As Whistler prepares to host the annual Union of British Columbia Municipalities (UBCM) conference next week, local government leaders are preparing to discuss the two most pertinent topics: RCMP policing costs and the extension of council terms from three years to four.
The provincial and federal governments are currently working on a new RCMP contract that may result in even higher policing costs, paid for by the municipalities.
"Every place is very anxious about this. The cost of policing is almost not sustainable anymore," said Barbara Steele, first vice-president of the UBCM and a Surrey councillor. "Whistler is in with the whole group of us. Everyone, in fact."
Currently, the municipalities don't have a say in negotiating RCMP costs. On Wednesday, Sept. 29, the UBCM delegates will consider a resolution that Steele hopes will have some sway with the provincial government.
"We can insert our issues as we continue to do but what the final outcome is anybody's guess," Steele said. "We're hoping that it's in favour of the municipalities."
The hope, she said, is that the federal government will kick in more money to help local governments out.
The UBCM has no authority or law-making abilities. Rather, it's a policy-setting body that acts as that common voice for all B.C. municipalities. The resolutions made during the week will not be law, but Steele said the province takes into consideration what they decided.
"The hope is for greater accountability and greater input from local government," said Mayor Ken Melamed. "Right now we only have an observer seat at the table. We'd actually like to have a vote and speaking presence in that negotiation presence."
He said he has experienced "a high level of frustration," not just personally, but from the leaders of communities like Surrey with larger police forces and much larger budgets than Whistler.
B.C. has the highest usage of RCMP resources in the country. Under the current contract, Whistler pays 70 per cent of policing costs, with 30 per cent paid for through government subsidies. Larger communities like Surrey pay 90 per cent - and that cost might go up.
"I would actually say that I'm not optimistic," said Melamed, who has seen policing costs in Whistler increase 52 per cent - from $1.7 million to 2.7 million - since 2005.
"The trends are that despite appeals from local government, senior governments do largely make decisions largely in their interests. That's to be expected and so I'm not optimistic that I will be successful but that doesn't mean that we stop trying and making sure that our concerns are voiced."
Steele said that the Federation of Canadian Municipalities (FCM) is fighting the same battle at the national level. Whatever resolution is reached on Sept. 29 th will be taken to FCM discussions later in the year.

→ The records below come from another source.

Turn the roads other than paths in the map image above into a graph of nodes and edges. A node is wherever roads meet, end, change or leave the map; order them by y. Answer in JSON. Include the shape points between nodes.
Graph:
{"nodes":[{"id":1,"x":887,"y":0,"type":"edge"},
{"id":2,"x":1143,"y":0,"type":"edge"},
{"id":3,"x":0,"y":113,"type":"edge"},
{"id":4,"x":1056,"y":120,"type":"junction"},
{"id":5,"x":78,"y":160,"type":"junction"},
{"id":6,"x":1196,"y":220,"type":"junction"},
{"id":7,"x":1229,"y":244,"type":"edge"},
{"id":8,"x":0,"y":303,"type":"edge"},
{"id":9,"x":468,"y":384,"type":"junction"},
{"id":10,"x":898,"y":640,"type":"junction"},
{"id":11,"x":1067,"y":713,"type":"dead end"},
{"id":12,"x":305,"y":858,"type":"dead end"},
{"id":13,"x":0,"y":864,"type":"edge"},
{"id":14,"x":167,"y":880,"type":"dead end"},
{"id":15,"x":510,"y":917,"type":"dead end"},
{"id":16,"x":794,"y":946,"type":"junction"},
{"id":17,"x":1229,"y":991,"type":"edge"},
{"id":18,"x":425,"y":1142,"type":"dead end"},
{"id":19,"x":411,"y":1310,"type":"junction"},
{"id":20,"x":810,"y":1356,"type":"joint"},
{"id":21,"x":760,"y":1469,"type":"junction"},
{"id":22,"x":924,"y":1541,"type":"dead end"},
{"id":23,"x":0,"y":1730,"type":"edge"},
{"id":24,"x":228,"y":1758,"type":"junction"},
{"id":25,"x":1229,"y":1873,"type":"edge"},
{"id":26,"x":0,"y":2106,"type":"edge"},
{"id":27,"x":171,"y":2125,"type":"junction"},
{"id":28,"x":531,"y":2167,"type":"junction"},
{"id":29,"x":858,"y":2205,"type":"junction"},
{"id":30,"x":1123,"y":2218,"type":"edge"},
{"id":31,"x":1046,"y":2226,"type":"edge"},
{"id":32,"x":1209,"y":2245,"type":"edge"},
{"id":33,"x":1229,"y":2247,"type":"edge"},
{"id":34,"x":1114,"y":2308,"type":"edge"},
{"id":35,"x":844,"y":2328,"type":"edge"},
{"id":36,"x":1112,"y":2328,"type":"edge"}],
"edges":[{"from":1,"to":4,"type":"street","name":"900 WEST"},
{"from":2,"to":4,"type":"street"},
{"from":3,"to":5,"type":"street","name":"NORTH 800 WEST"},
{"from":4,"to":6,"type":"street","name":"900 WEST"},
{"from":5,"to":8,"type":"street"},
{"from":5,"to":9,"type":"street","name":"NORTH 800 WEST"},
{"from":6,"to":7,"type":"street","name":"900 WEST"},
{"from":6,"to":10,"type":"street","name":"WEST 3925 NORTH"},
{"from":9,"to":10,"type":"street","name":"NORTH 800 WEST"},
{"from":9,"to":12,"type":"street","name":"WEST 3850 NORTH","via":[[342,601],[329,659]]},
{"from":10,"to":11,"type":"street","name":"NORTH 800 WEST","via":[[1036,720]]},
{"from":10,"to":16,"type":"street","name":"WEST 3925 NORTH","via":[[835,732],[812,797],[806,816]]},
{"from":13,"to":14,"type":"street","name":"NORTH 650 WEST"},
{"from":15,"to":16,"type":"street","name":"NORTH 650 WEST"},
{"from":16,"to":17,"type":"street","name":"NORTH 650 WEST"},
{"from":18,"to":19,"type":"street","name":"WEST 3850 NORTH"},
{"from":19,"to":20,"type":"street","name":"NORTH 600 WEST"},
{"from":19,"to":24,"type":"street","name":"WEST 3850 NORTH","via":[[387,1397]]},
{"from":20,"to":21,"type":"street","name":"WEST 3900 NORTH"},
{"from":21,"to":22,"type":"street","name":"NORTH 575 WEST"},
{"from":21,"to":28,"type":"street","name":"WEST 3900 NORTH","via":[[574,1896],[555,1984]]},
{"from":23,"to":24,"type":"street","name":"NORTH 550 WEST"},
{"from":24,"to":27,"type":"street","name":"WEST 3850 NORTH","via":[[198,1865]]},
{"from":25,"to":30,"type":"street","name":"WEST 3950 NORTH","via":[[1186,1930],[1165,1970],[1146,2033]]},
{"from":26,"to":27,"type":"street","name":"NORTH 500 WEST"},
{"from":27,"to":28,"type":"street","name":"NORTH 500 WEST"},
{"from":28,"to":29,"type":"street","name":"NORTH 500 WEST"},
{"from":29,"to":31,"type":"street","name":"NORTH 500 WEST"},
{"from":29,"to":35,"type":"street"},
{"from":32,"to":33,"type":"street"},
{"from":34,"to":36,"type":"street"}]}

But at this point Steele said it's too early to tell what the UBCM delegates will decide.
"It's a huge, huge issue for everybody in the UBCM and the discussions are still ongoing. It's still too early to predict what's going to happen," she said.
With the extension of council terms, however, it's much more black and white. Those opposed tend to cite the same argument - it's hard enough attracting people to commit to three-year terms in smaller communities.
"They're told that it's just a few hours a week and it never is," Steele said. "Places like Surrey, it's considered a full-time job. In Vancouver, it's the same."
In May, a joint government task force recommended that the UBCM change election terms to four years. The discussion has come up several times in the past and has been rejected by UBCM delegates. But following the task force recommendation it appears to be an agenda the province and many municipalities are willing to move forward with.
Steele said that municipal budgets tend to work in cycles of five or 10 years. With three-year election terms, councils are only just getting started with programs and issues when faced with another election. An extra year will allow for more follow-through from local governments, she said.
"I think that's going to be quite a discussion and a very healthy discussion and I wouldn't want to guess what the vote is going to go as," Steele said.
In July, Pique asked Whistler councillors for their thoughts on four-year election terms. Only Ted Milner and Chris Quinlan were for it. Mayor Melamed wasn't clear on the issue, and when asked again this week, he said, "There are pros and cons."
"What it comes down to is a personal valuation of every individual of when they make that decision, whether they're going to stand for local government," he said.
He added that he thinks the issue is basically a fait accompli and B.C. will see four-year terms for local governments.
Steele said that whatever the UBCM delegates decide, the provincial government would enact, to be effective as of the next election, scheduled for November 2011.
But even that's up in the air. There's another motion on the table to change the election month from November to October, as many communities experience low voter turnout due to snowy conditions.
"It's mostly based on the weather. It's just easier to get out, campaign during September and October than it is in November," Steele said.
She said she doesn't expect the discussion to be as heated as the election terms debate because for many communities, particularly in the Lower Mainland, weather rarely affects voter turnout.
The UBCM conference will be held from Sept. 27 to Oct. 1. It's expected to bring 1,400 delegates to Whistler, as well as most members of the provincial legislature.